To assure the maximum level of flexibility in compliance with privacy legislations, some organisations have thus come to rely on one-time general or broad consent as the basis for data collection, use and sharing. One-time general consent respects the wishes of people to control the use of their data without mandating that they decide the specific projects for which the data are used. It can be used to achieve an appropriate balance between participant rights to determine the future use of their personal data and the social benefits that may accrue when such use involves unspecified investigators and research aims. Data subjects must be given “reasonable means to extend or withdraw their consent over time” (OECD, 2015[11]). Broad consent is still subject to the provision of details of the nature, storage, maintenance, and future uses of an individual’s identifiable data. However, these practices have been criticised for posing ethical challenges as data subjects may not realise the full implications of giving a broad consent, particularly in the context of AI and big data. As highlighted in Chapter 2 (subsection on “The manner data originates: Reflecting the contribution to data creation”), it is more and more the case that individuals cannot be fully aware of how the observed, derived, inferred personal data about them can be used and shared between data controllers and third parties. They also cannot predict if their data will be used for purposes that may transgress their moral values.

New consent models have thus been proposed in the scientific literature, including “adaptive” or “dynamic” forms of consent (OECD, 2015[11]). These also include time-restricted consent models, where individuals consent to the use of their personal data only for a limited period. These models typically enable participants to consent to new projects or to alter their consent choices in real time as their circumstances change and to have confidence that these changed choices will take effect (Kaye et al., 2015[19]). Where obtaining informed consent is impossible or impracticable, however, lawful alternatives consistent with privacy legislation may apply. These in turn typically require the involvement of “designated authorities, such as independent research ethics committees, advisory or institutional research boards and the outcomes of their decisions often require sponsor or public access” (OECD, 2015[11]).
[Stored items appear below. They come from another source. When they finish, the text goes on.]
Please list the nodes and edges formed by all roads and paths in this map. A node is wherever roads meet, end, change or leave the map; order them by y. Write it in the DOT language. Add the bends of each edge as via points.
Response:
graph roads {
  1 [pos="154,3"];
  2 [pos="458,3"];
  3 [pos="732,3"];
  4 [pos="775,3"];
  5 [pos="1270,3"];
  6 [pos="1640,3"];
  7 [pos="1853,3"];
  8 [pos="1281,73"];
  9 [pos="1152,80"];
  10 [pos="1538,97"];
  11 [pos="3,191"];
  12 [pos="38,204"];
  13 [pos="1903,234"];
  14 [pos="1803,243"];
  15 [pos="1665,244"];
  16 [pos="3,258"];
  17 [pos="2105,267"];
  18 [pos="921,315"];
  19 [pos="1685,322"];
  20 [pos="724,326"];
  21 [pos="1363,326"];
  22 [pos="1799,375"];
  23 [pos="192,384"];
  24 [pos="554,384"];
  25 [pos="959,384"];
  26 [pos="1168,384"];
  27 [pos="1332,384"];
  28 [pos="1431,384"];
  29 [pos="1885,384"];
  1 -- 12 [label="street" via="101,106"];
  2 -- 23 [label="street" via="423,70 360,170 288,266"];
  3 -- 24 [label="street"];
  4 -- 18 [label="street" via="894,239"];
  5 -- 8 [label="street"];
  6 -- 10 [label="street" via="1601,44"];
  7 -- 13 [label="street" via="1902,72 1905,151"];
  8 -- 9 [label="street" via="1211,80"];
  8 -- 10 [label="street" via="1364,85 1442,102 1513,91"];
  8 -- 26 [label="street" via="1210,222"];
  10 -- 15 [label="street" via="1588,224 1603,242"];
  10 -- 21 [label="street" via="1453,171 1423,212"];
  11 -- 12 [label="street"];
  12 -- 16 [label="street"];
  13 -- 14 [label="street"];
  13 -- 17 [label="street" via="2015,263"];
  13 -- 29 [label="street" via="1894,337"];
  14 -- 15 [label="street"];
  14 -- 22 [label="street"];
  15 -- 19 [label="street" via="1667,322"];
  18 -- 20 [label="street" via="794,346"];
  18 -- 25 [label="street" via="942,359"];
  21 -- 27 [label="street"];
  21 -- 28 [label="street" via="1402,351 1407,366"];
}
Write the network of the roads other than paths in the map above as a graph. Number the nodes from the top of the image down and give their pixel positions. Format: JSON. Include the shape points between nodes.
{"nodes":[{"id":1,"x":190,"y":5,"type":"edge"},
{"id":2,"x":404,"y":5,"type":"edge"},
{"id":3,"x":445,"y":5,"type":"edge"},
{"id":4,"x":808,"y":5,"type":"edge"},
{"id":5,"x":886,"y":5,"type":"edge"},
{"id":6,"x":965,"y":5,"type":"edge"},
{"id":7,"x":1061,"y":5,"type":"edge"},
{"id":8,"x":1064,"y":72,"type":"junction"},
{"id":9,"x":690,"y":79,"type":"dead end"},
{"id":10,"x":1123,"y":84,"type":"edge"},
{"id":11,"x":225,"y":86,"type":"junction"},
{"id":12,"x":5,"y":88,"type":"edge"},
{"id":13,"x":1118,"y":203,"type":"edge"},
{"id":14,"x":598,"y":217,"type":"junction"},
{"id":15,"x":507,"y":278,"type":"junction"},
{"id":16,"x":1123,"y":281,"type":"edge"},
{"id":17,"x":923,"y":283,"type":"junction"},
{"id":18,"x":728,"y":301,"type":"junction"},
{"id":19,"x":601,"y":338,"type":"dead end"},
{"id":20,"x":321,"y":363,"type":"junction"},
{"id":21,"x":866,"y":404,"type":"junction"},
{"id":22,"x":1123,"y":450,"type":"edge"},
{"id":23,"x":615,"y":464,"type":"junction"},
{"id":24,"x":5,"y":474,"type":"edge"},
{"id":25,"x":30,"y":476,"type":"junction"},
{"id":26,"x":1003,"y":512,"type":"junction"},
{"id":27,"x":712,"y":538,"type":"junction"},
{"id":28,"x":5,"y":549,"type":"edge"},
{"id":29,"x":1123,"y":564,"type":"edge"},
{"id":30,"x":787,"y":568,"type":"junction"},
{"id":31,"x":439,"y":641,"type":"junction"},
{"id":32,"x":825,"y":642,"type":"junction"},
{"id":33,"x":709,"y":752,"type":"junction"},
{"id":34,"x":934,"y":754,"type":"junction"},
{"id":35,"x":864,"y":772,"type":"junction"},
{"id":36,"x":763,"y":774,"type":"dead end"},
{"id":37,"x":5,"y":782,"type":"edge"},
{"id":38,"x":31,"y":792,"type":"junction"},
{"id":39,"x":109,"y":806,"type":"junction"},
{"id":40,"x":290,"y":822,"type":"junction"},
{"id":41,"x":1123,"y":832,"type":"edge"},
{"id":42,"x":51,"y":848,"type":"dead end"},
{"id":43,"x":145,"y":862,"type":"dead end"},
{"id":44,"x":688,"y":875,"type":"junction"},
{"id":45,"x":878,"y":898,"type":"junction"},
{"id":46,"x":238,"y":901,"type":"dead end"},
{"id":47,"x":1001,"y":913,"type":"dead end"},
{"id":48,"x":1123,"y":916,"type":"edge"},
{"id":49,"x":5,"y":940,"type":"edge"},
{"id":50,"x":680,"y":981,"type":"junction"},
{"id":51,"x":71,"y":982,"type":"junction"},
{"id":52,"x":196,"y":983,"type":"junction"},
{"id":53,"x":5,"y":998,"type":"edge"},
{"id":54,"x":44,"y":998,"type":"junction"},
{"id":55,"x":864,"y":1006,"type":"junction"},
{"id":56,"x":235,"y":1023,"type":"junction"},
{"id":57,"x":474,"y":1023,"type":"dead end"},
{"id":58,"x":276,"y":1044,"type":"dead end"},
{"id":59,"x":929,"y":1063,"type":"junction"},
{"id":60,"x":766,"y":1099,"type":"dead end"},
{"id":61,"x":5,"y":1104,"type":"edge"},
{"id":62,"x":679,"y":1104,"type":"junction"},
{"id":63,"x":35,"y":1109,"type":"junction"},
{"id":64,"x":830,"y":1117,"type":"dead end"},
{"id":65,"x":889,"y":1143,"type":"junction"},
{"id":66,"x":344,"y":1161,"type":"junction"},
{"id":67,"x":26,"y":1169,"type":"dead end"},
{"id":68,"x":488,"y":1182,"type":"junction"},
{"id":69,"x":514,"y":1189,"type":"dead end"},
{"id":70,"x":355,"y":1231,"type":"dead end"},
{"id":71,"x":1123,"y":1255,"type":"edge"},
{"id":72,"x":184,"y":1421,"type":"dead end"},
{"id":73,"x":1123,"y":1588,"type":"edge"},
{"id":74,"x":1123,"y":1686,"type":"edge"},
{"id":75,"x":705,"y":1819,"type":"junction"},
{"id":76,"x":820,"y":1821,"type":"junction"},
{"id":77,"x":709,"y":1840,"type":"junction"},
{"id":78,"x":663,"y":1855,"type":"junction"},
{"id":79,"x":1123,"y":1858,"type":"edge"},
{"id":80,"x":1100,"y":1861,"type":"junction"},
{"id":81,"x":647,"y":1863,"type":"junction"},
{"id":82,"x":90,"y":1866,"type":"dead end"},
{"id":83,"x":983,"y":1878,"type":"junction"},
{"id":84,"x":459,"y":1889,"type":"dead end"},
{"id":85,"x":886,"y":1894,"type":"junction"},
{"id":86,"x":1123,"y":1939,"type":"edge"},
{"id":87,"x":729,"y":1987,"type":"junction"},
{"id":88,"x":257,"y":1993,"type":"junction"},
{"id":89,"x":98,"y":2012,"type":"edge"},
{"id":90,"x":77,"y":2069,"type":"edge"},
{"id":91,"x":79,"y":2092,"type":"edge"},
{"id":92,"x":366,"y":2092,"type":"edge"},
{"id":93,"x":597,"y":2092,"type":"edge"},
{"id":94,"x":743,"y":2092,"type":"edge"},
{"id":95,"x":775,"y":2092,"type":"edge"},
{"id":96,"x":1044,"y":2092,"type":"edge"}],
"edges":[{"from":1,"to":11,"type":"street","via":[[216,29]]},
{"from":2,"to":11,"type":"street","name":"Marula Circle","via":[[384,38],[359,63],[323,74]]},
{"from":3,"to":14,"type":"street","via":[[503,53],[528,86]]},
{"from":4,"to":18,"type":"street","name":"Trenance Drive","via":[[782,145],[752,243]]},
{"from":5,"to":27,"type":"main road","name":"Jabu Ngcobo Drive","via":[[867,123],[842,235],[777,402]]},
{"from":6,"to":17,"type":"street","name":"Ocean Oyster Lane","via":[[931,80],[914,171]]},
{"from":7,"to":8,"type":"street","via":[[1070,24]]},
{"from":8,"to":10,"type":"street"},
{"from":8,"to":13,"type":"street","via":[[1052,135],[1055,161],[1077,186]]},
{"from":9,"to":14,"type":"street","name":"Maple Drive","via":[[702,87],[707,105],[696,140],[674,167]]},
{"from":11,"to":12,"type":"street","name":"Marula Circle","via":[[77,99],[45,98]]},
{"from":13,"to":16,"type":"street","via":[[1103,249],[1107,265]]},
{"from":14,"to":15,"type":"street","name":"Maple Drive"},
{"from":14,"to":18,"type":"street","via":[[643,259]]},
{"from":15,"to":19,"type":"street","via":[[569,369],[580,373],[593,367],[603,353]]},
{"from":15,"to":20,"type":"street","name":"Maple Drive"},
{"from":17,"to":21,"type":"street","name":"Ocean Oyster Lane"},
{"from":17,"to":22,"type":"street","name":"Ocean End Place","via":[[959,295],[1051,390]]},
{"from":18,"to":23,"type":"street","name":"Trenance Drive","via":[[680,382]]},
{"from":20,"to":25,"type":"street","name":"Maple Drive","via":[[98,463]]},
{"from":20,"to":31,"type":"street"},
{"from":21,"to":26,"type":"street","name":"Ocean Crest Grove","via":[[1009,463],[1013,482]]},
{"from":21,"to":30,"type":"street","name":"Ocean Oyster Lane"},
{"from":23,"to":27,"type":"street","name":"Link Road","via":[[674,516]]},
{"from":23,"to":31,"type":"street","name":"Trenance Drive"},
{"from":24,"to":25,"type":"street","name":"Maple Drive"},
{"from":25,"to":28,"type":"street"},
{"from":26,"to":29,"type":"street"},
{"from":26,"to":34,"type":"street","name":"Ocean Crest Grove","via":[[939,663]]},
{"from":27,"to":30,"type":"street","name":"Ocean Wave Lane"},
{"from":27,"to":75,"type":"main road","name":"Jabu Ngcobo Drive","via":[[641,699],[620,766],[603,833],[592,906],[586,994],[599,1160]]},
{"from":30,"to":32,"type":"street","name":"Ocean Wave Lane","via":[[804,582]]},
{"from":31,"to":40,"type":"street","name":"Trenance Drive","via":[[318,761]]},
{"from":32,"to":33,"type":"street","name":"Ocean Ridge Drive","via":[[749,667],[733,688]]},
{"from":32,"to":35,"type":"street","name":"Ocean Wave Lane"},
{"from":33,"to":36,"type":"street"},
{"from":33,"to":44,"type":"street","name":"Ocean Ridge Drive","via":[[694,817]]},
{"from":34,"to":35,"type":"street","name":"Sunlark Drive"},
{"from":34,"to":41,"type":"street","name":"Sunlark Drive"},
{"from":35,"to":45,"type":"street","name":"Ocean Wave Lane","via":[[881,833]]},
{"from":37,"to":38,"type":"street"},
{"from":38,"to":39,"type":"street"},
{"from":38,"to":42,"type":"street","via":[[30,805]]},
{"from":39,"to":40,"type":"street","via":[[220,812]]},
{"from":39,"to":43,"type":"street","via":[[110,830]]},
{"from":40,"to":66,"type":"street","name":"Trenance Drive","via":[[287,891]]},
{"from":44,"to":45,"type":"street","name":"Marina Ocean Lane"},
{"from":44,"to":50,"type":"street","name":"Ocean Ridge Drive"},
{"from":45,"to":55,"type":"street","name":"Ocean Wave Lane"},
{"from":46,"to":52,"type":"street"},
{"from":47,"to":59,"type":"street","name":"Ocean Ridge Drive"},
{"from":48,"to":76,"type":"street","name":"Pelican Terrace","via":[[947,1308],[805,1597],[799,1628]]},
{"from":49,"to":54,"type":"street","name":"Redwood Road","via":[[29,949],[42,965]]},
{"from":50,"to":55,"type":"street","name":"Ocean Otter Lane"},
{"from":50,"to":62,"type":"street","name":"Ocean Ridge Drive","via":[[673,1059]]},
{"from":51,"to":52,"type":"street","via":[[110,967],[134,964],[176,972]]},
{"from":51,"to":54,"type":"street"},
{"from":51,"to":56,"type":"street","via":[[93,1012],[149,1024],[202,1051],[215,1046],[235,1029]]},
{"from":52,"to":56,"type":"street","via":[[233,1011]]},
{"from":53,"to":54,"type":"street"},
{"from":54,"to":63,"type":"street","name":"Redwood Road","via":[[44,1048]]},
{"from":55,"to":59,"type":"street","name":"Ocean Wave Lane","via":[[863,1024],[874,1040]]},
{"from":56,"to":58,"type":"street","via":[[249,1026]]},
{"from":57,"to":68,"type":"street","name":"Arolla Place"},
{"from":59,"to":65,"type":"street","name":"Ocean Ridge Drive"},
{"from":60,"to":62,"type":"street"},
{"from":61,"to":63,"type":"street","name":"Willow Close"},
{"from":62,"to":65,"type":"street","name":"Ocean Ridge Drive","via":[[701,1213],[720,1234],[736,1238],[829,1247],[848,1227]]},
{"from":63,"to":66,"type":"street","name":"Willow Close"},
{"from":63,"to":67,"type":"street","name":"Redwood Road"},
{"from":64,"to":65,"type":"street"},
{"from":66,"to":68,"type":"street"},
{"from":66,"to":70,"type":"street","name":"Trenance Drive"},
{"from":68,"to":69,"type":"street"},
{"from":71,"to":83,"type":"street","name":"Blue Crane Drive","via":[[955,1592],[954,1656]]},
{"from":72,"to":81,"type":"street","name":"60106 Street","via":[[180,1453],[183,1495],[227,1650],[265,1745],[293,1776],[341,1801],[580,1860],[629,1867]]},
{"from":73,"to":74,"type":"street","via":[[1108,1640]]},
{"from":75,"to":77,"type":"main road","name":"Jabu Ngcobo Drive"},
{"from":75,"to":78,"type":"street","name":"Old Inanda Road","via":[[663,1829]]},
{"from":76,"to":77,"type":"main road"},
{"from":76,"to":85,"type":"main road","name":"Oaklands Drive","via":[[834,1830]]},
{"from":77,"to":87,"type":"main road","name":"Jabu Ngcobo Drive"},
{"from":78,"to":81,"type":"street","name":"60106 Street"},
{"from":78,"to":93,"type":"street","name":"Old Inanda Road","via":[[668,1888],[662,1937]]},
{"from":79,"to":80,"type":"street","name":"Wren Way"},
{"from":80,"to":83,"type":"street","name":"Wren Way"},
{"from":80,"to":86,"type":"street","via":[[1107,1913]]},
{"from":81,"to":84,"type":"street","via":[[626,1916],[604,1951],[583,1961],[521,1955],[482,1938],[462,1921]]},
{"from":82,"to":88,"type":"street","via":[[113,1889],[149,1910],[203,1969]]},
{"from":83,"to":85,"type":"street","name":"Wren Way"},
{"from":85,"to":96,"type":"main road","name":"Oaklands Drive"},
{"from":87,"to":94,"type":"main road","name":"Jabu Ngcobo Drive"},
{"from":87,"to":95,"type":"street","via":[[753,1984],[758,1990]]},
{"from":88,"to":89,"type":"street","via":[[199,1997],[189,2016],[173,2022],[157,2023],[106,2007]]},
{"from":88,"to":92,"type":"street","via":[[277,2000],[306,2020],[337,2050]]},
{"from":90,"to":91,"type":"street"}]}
Limitations of anonymisation and the increasing power of data analytics

The use of anonymisation and similar techniques such as aggregation is often proposed as means of protection in some cases. As described in Chapter 2 (subsection on “Personal data and the degrees of identifiability: Reflecting the risk of harm”), the degree of anonymisation can determine the extent to which legal and technical protection may be necessary and the level of access control required. The less data can be linked to an identity (of an individual or an organisation), because it is effectively anonymised and sufficiently aggregated for example, the more it is expected that the data can be freely shared and re-used.

However, developments in data analytics (and AI) combined with the increasing volume and variety of available data sets, and the capacity to link these different data sets, have made it easier to infer and relate seemingly non-personal or anonymised data to an identified or identifiable entity, even if the entity never directly shared this information with anyone (OECD, 2015[20]). Once linked with sufficient other information, the likelihood that an individual will possess certain characteristics can be predicted to build a profile. The inferences may not be accurate, but even where correct, there remains a risk that they could be used against an individual’s best interests, wishes or expectations, as highlighted in Chapter 2 (subsection “The manner data originates: Reflecting the contribution to data creation”).

All this seriously limits the use of anonymisation as means of protection, in particular if the population size is sufficiently small. When combined with enforceable commitments to not re-identify, anonymisation may still have considerable value, even if there are no fail-proof (technical) guarantees of privacy protection. The situation is exacerbated in cases where anonymised data are considered out of the scope of privacy protection legislation.

The use of anonymisation thus needs to be complemented by other data-governance mechanisms that provide added security to protect de-identified information. These may include independent review bodies that evaluate data use proposals for public benefits and adequacy of data security; contractual agreements that bind data receivers to required data security and disclosure practices; and security audits and follow-up mechanisms to ensure compliance with these contractual obligations; as well as the use of data sandboxes discussed in in Chapter 2 (subsection “Data-access control mechanisms: Protecting the interests of data holders”).14 Recent developments in privacy preserving technologies such as distributed machine learning and homomorphic encryption (i.e. encryption that allows processing of encrypted data without revealing its embedded information) could also help protect identifiable information.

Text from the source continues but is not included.